▶ _Your task_:
Please count the lines of the data that contain "Wölkauer" and state only the total.
++++ Listed entries
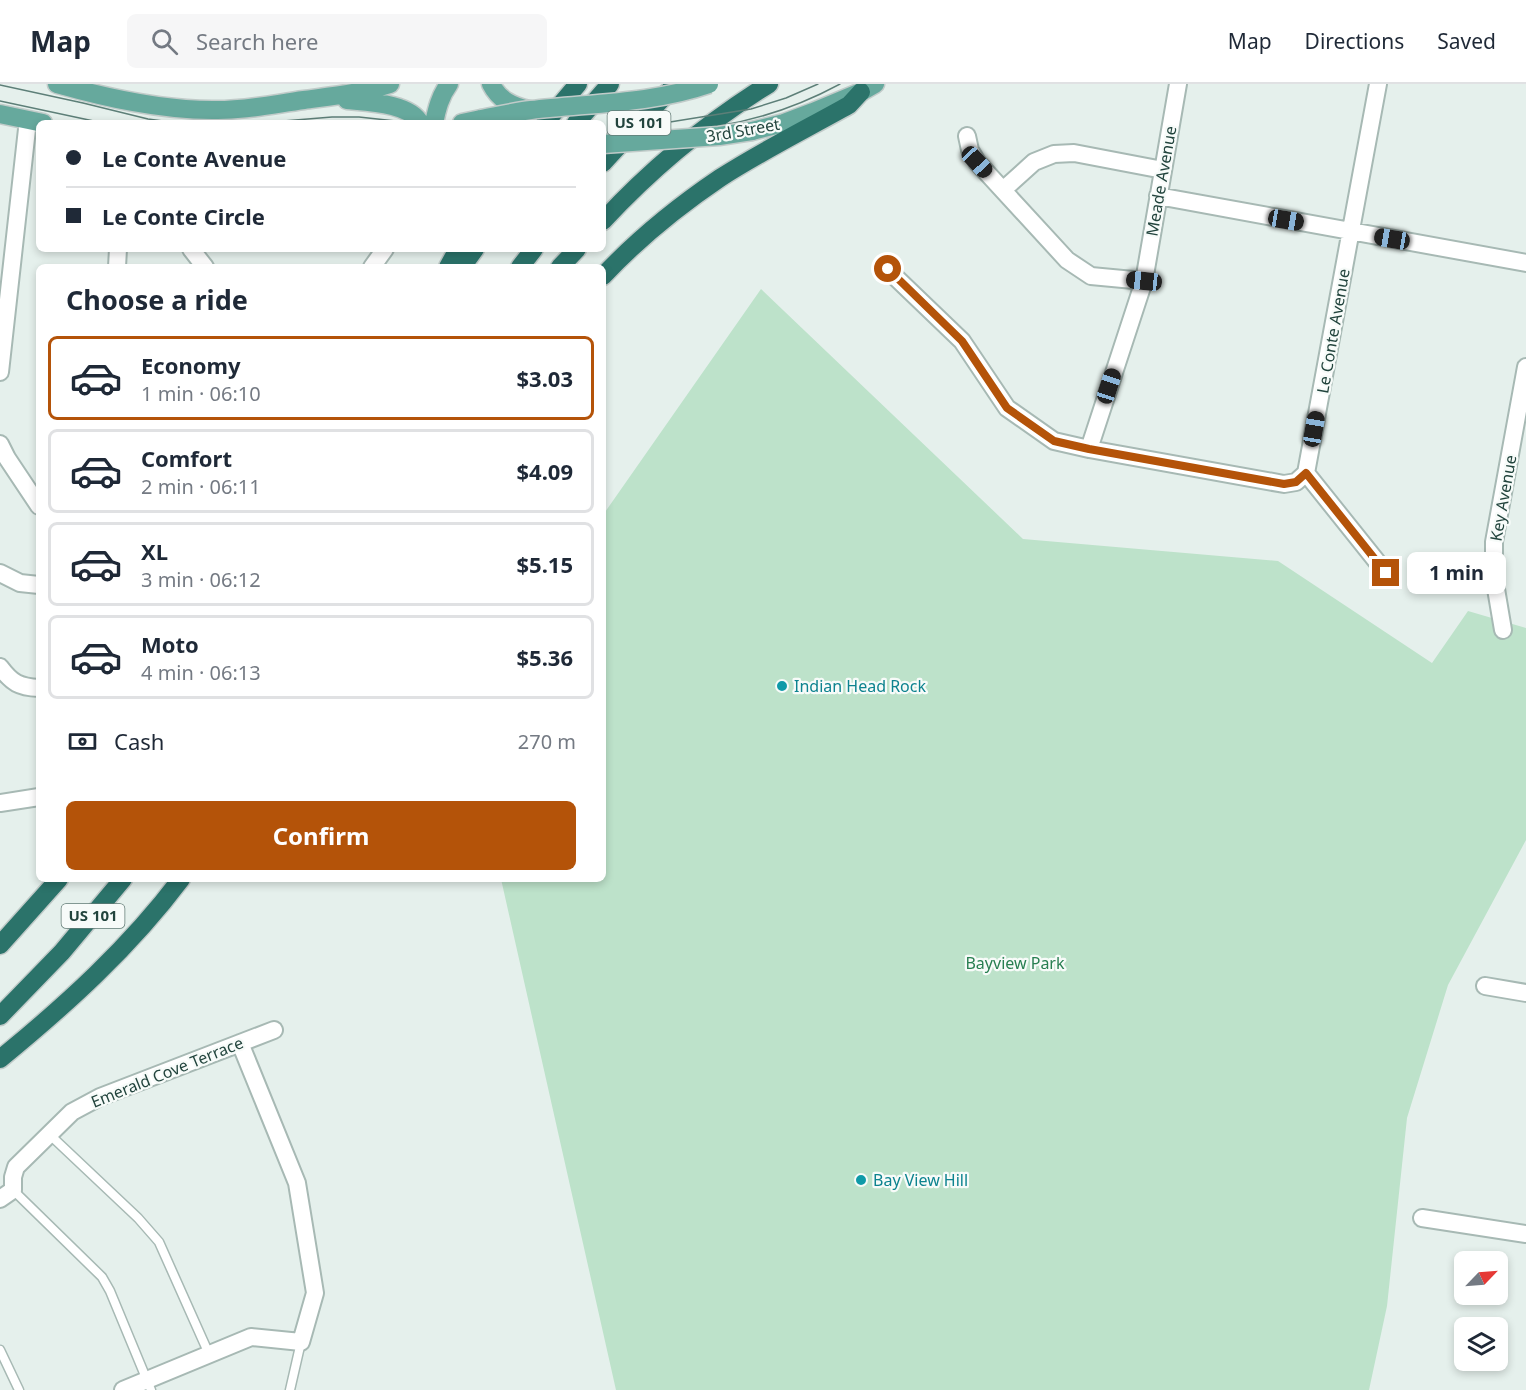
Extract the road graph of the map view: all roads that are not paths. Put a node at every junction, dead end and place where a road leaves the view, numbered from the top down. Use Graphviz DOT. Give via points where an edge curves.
graph roads {
  1 [pos="57,84"];
  2 [pos="390,84"];
  3 [pos="449,84"];
  4 [pos="578,84"];
  5 [pos="610,84"];
  6 [pos="676,84"];
  7 [pos="708,84"];
  8 [pos="769,84"];
  9 [pos="1178,84"];
  10 [pos="1378,84"];
  11 [pos="868,88"];
  12 [pos="496,91"];
  13 [pos="315,98"];
  14 [pos="529,110"];
  15 [pos="0,114"];
  16 [pos="419,120"];
  17 [pos="435,120"];
  18 [pos="476,120"];
  19 [pos="548,120"];
  20 [pos="579,120"];
  21 [pos="35,121"];
  22 [pos="967,136"];
  23 [pos="606,144"];
  24 [pos="606,160"];
  25 [pos="1162,170"];
  26 [pos="1003,190"];
  27 [pos="1158,196"];
  28 [pos="606,218"];
  29 [pos="1351,231"];
  30 [pos="192,252"];
  31 [pos="532,252"];
  32 [pos="574,252"];
  33 [pos="1526,263"];
  34 [pos="202,264"];
  35 [pos="522,264"];
  36 [pos="563,264"];
  37 [pos="888,269"];
  38 [pos="606,273"];
  39 [pos="1144,281"];
  40 [pos="1526,367"];
  41 [pos="0,372"];
  42 [pos="0,444"];
  43 [pos="1089,449"];
  44 [pos="1306,473"];
  45 [pos="36,502"];
  46 [pos="0,573"];
  47 [pos="1386,573"];
  48 [pos="36,585"];
  49 [pos="1503,630"];
  50 [pos="0,668"];
  51 [pos="36,688"];
  52 [pos="36,797"];
  53 [pos="0,803"];
  54 [pos="55,882"];
  55 [pos="120,882"];
  56 [pos="179,882"];
  57 [pos="0,945"];
  58 [pos="1485,986"];
  59 [pos="1526,993"];
  60 [pos="0,1016"];
  61 [pos="273,1030"];
  62 [pos="240,1043"];
  63 [pos="0,1059"];
  64 [pos="49,1134"];
  65 [pos="7,1195"];
  66 [pos="1422,1218"];
  67 [pos="1526,1234"];
  68 [pos="301,1342"];
  69 [pos="0,1350"];
  70 [pos="209,1354"];
  71 [pos="149,1385"];
  72 [pos="19,1390"];
  73 [pos="123,1390"];
  74 [pos="290,1390"];
  1 -- 13 [label="main road" via="187,109 242,108"];
  2 -- 13 [label="main road"];
  3 -- 17 [label="main road" via="439,101"];
  4 -- 19 [label="highway"];
  5 -- 20 [label="highway, US 101"];
  6 -- 24 [label="highway, US 101"];
  7 -- 14 [label="main road, bridge" via="658,97"];
  8 -- 28 [label="highway" via="672,154"];
  9 -- 25 [label="street, Meade Avenue"];
  10 -- 29 [label="street, Le Conte Avenue"];
  11 -- 23 [label="main road, 3rd Street, bridge" via="784,123 752,131"];
  11 -- 38 [label="highway" via="849,105 689,200 654,226"];
  12 -- 14 [label="main road" via="509,103"];
  13 -- 16 [label="main road" via="397,107"];
  14 -- 18 [label="main road, bridge"];
  15 -- 21 [label="main road"];
  21 -- 41 [label="street"];
  22 -- 26 [label="street" via="977,162"];
  25 -- 26 [label="street" via="1074,153 1054,154 1034,162"];
  25 -- 27 [label="street, Meade Avenue"];
  26 -- 39 [label="street" via="1067,260 1091,276"];
  27 -- 29 [label="street"];
  27 -- 39 [label="street, Meade Avenue"];
  29 -- 33 [label="street"];
  29 -- 44 [label="street, Le Conte Avenue"];
  30 -- 34 [label="street"];
  31 -- 35 [label="highway"];
  32 -- 36 [label="highway"];
  37 -- 43 [label="street" via="962,341 1007,408 1054,441"];
  39 -- 43 [label="street, Meade Avenue"];
  40 -- 49 [label="street, Key Avenue" via="1494,543 1494,577"];
  42 -- 45 [label="street"];
  43 -- 44 [label="street" via="1284,484 1296,482"];
  44 -- 47 [label="street"];
  46 -- 48 [label="street" via="20,583"];
  50 -- 51 [label="street" via="16,684"];
  52 -- 53 [label="street"];
  54 -- 57 [label="highway, US 101"];
  55 -- 60 [label="highway, US 101" via="62,952"];
  56 -- 63 [label="highway" via="122,948"];
  58 -- 59 [label="street"];
  61 -- 62 [label="street, Emerald Cove Terrace"];
  62 -- 64 [label="street, Emerald Cove Terrace" via="100,1097 72,1112"];
  62 -- 68 [label="street" via="297,1183 315,1293"];
  64 -- 65 [label="street, Emerald Cove Terrace" via="16,1167"];
  64 -- 70 [label="lane" via="159,1242"];
  65 -- 71 [label="lane" via="102,1277"];
  66 -- 67 [label="street"];
  68 -- 70 [label="street" via="251,1336"];
  68 -- 74 [label="lane"];
  69 -- 72 [label="lane"];
  70 -- 71 [label="street"];
  71 -- 73 [label="street"];
}
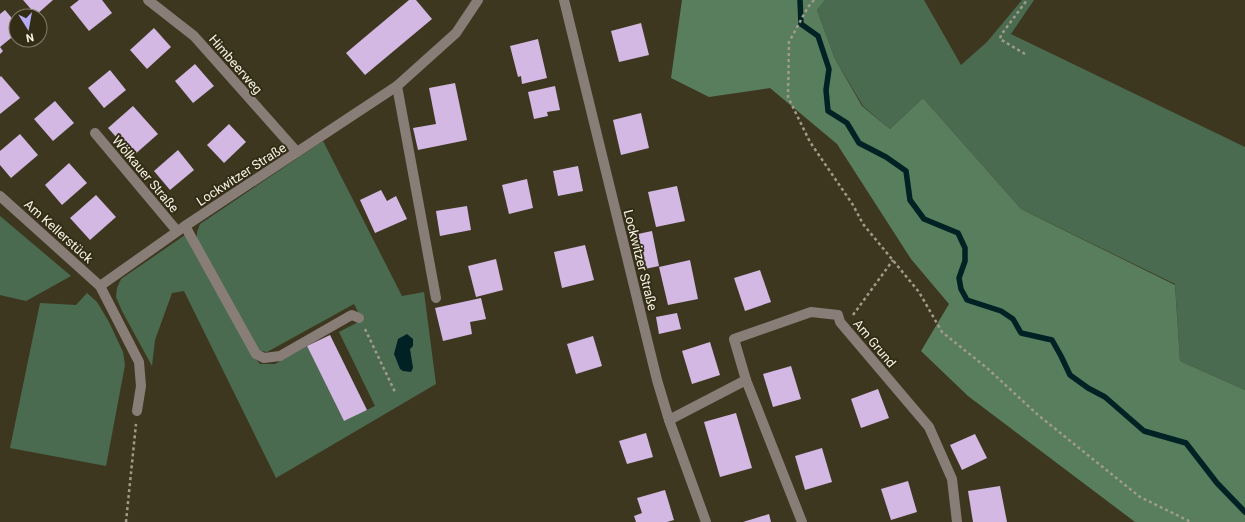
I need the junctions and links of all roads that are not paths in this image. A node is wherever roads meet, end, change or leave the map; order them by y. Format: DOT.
graph roads {
  1 [pos="148,0"];
  2 [pos="478,0"];
  3 [pos="564,0"];
  4 [pos="397,86"];
  5 [pos="95,133"];
  6 [pos="297,152"];
  7 [pos="0,196"];
  8 [pos="181,228"];
  9 [pos="100,286"];
  10 [pos="436,298"];
  11 [pos="359,318"];
  12 [pos="746,380"];
  13 [pos="137,411"];
  14 [pos="670,420"];
  15 [pos="706,522"];
  16 [pos="802,522"];
  17 [pos="957,522"];
  1 -- 6 [label="street, Himbeerweg"];
  2 -- 4 [label="street, Lockwitzer Straße"];
  3 -- 14 [label="street, Lockwitzer Straße"];
  4 -- 6 [label="street, Lockwitzer Straße"];
  4 -- 10 [label="street"];
  5 -- 8 [label="street, Wölkauer Straße"];
  6 -- 8 [label="street, Lockwitzer Straße"];
  7 -- 9 [label="street, Am Kellerstück"];
  8 -- 9 [label="street, Lockwitzer Straße"];
  8 -- 11 [label="street, Wölkauer Straße"];
  9 -- 13 [label="street"];
  12 -- 14 [label="street"];
  12 -- 16 [label="street, Am Grund"];
  12 -- 17 [label="street, Am Grund"];
  14 -- 15 [label="street, Lockwitzer Straße"];
}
++++++++
▶ _Problem solution_:
2